* [EXERCISE DESCRIPTION] The answer must be every line from the entries below that includes "Boulevard".

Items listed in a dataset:

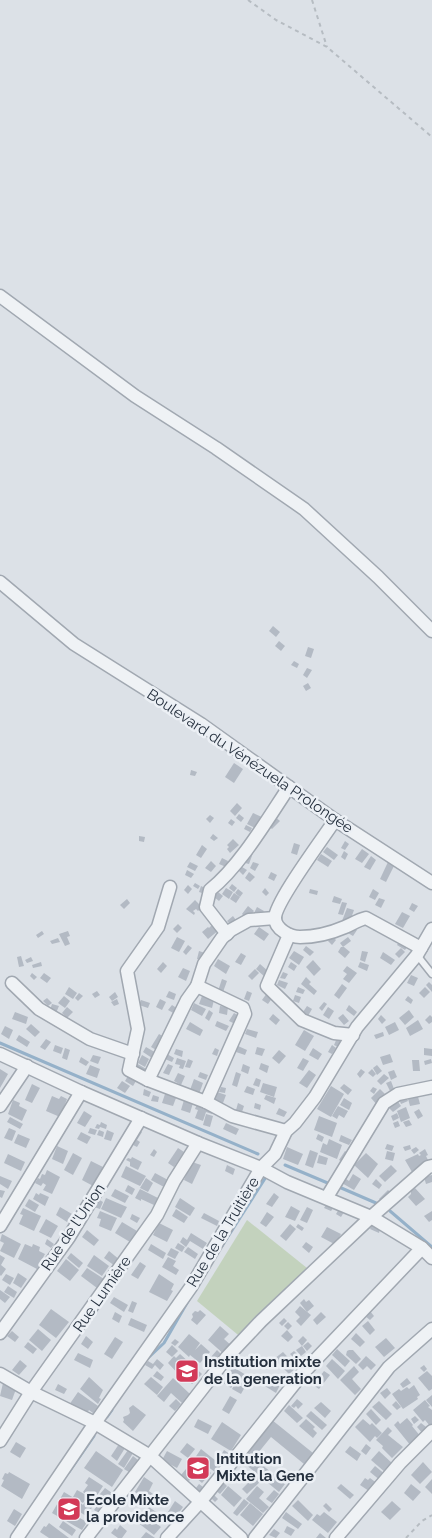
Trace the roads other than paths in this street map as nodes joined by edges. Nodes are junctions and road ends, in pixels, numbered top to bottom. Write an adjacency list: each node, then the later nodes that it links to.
1 (0, 296): 3 (street)
2 (0, 582): 4 (street, Boulevard du Vénézuela Prolongée)
3 (432, 631)
4 (289, 787): 5 (street, Boulevard du Vénézuela Prolongée); 10 (street)
5 (335, 820): 6 (street, Boulevard du Vénézuela Prolongée); 8 (street)
6 (432, 883)
7 (170, 886): 18 (street)
8 (275, 918): 10 (street); 11 (street)
9 (432, 929): 12 (street, Rue de la Truitière)
10 (227, 934): 15 (street)
11 (289, 935): 12 (street); 16 (street)
12 (419, 952): 13 (lane); 16 (street, Rue de la Truitière)
13 (432, 974)
14 (12, 983): 18 (street)
15 (197, 986): 20 (street); 23 (street)
16 (353, 1035): 26 (street, Rue de la Truitière)
17 (0, 1054): 19 (street)
18 (133, 1054): 20 (street)
19 (27, 1066): 22 (street); 24 (street)
20 (148, 1080): 23 (street)
21 (432, 1087): 30 (street)
22 (81, 1092): 25 (street); 32 (street)
23 (206, 1102): 26 (street)
24 (0, 1106)
25 (141, 1118): 27 (street); 36 (street, Rue de l'Union)
26 (286, 1131): 29 (street, Rue de la Truitière)
27 (198, 1143): 29 (street); 38 (street, Rue Lumière)
28 (432, 1166): 31 (street)
29 (261, 1168): 30 (street); 39 (street, Rue de la Truitière)
30 (328, 1197): 31 (street)
31 (371, 1216): 33 (street); 42 (street)
32 (0, 1226)
33 (422, 1248): 34 (street); 43 (street)
34 (432, 1258)
35 (432, 1329): 48 (street)
36 (0, 1333)
37 (0, 1374): 38 (street)
38 (31, 1392): 39 (street); 41 (street, Rue Lumière)
39 (95, 1423): 42 (street); 44 (street, Rue de la Truitière)
40 (432, 1432): 49 (street)
41 (0, 1441)
42 (150, 1456): 43 (street); 45 (street)
43 (200, 1502): 46 (street); 47 (street)
44 (17, 1538)
45 (86, 1538)
46 (167, 1538)
47 (241, 1538)
48 (255, 1538)
49 (336, 1538)

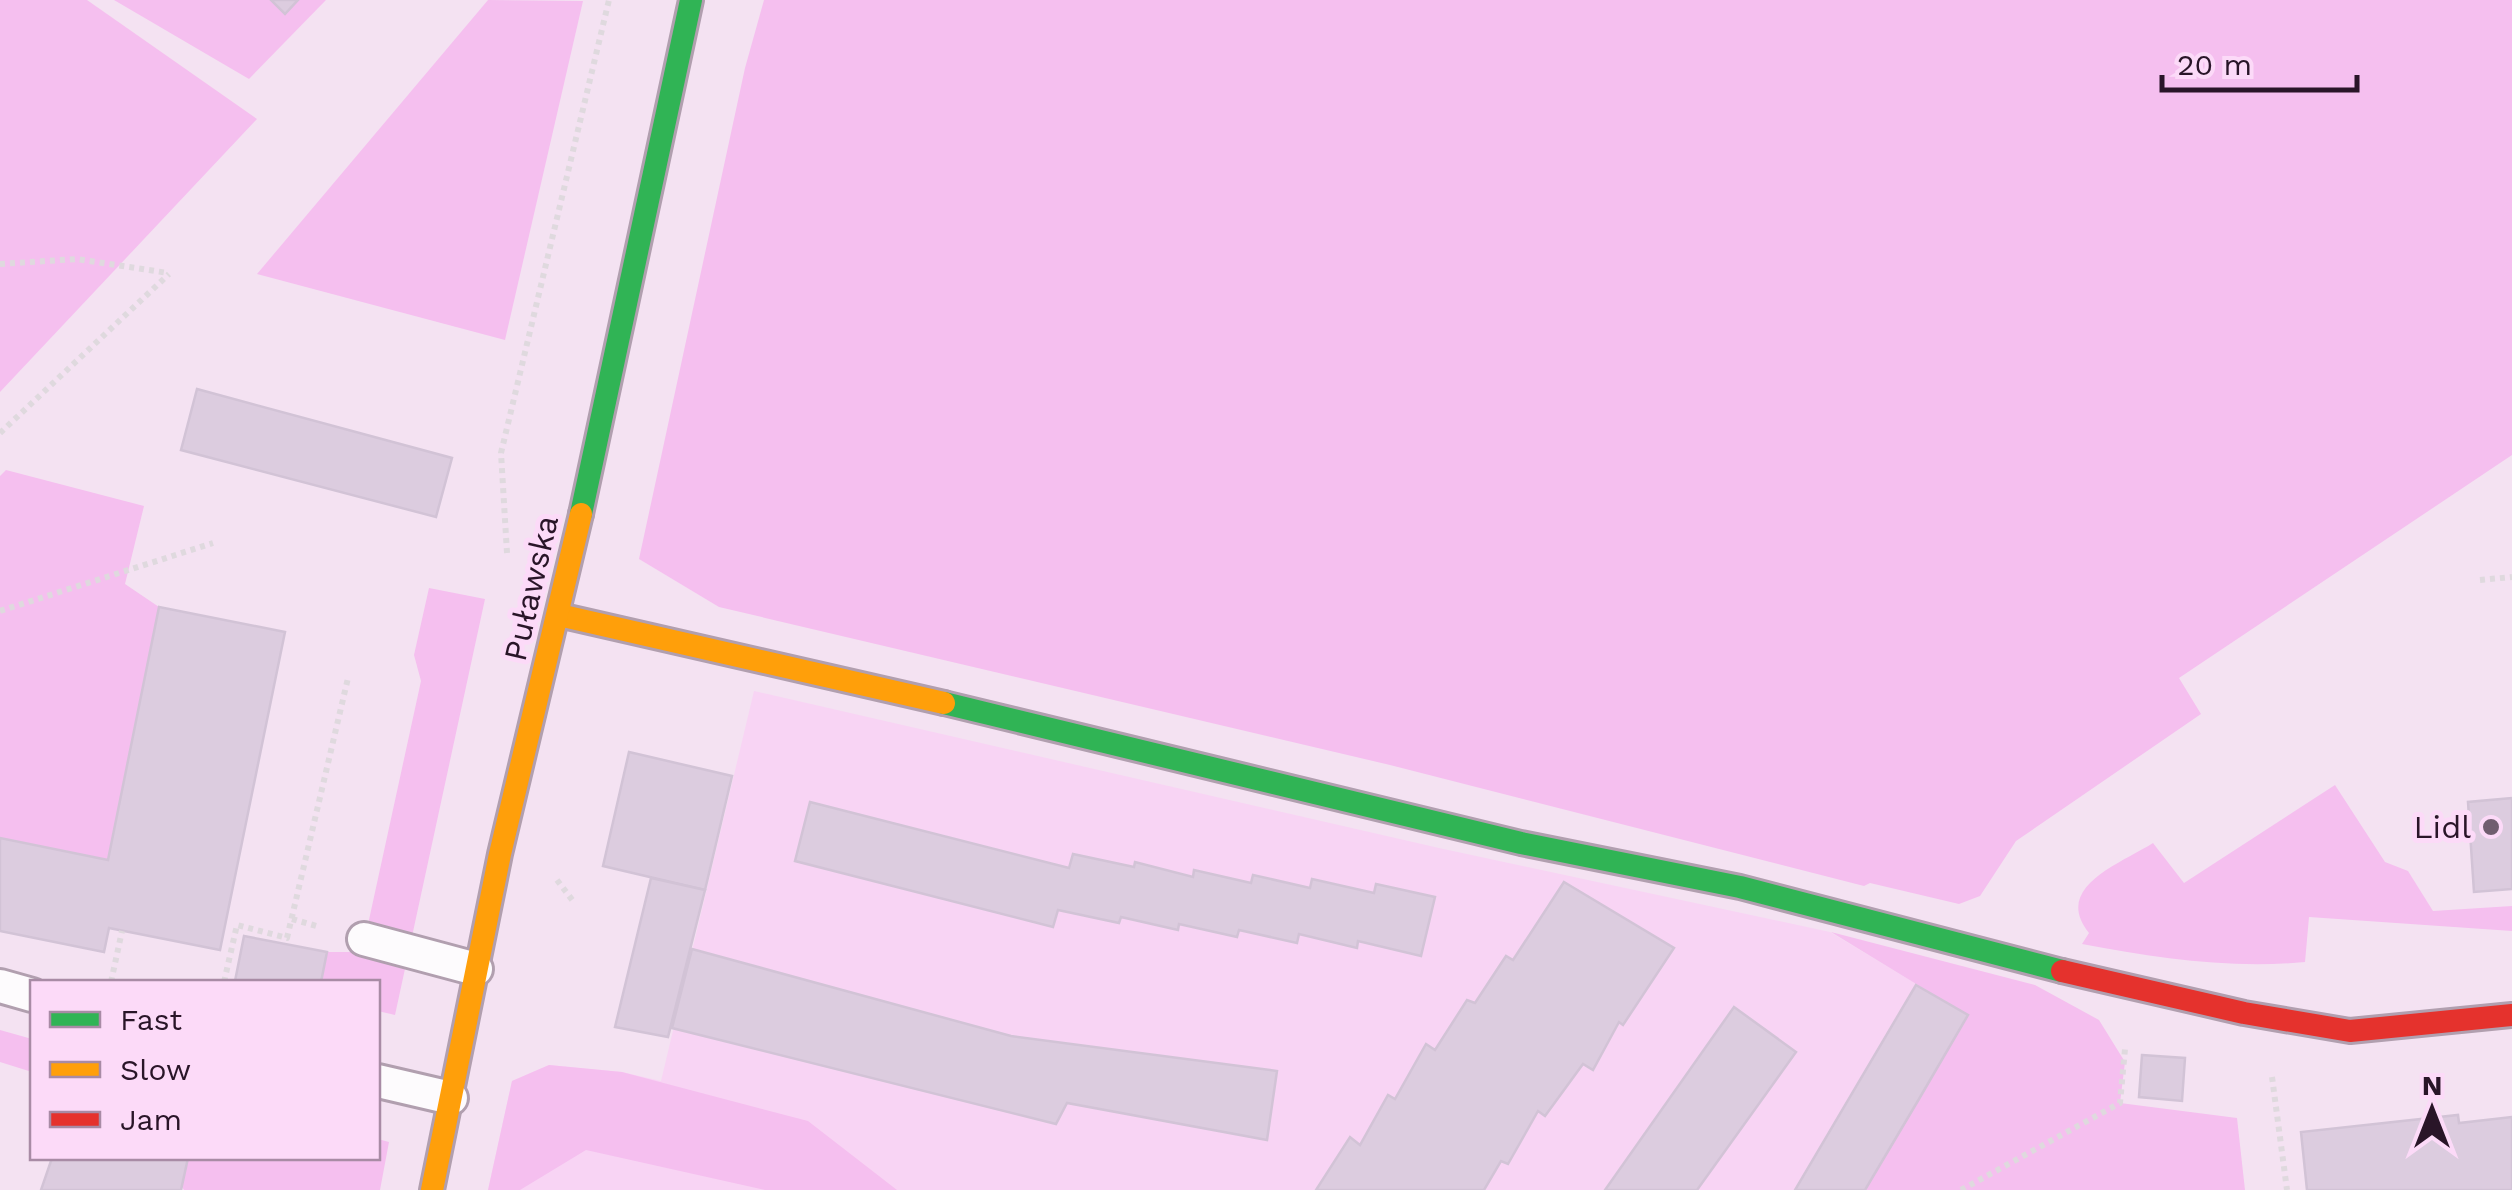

* [TASK OUTPUT]
2 (0, 582): 4 (street, Boulevard du Vénézuela Prolongée)
4 (289, 787): 5 (street, Boulevard du Vénézuela Prolongée); 10 (street)
5 (335, 820): 6 (street, Boulevard du Vénézuela Prolongée); 8 (street)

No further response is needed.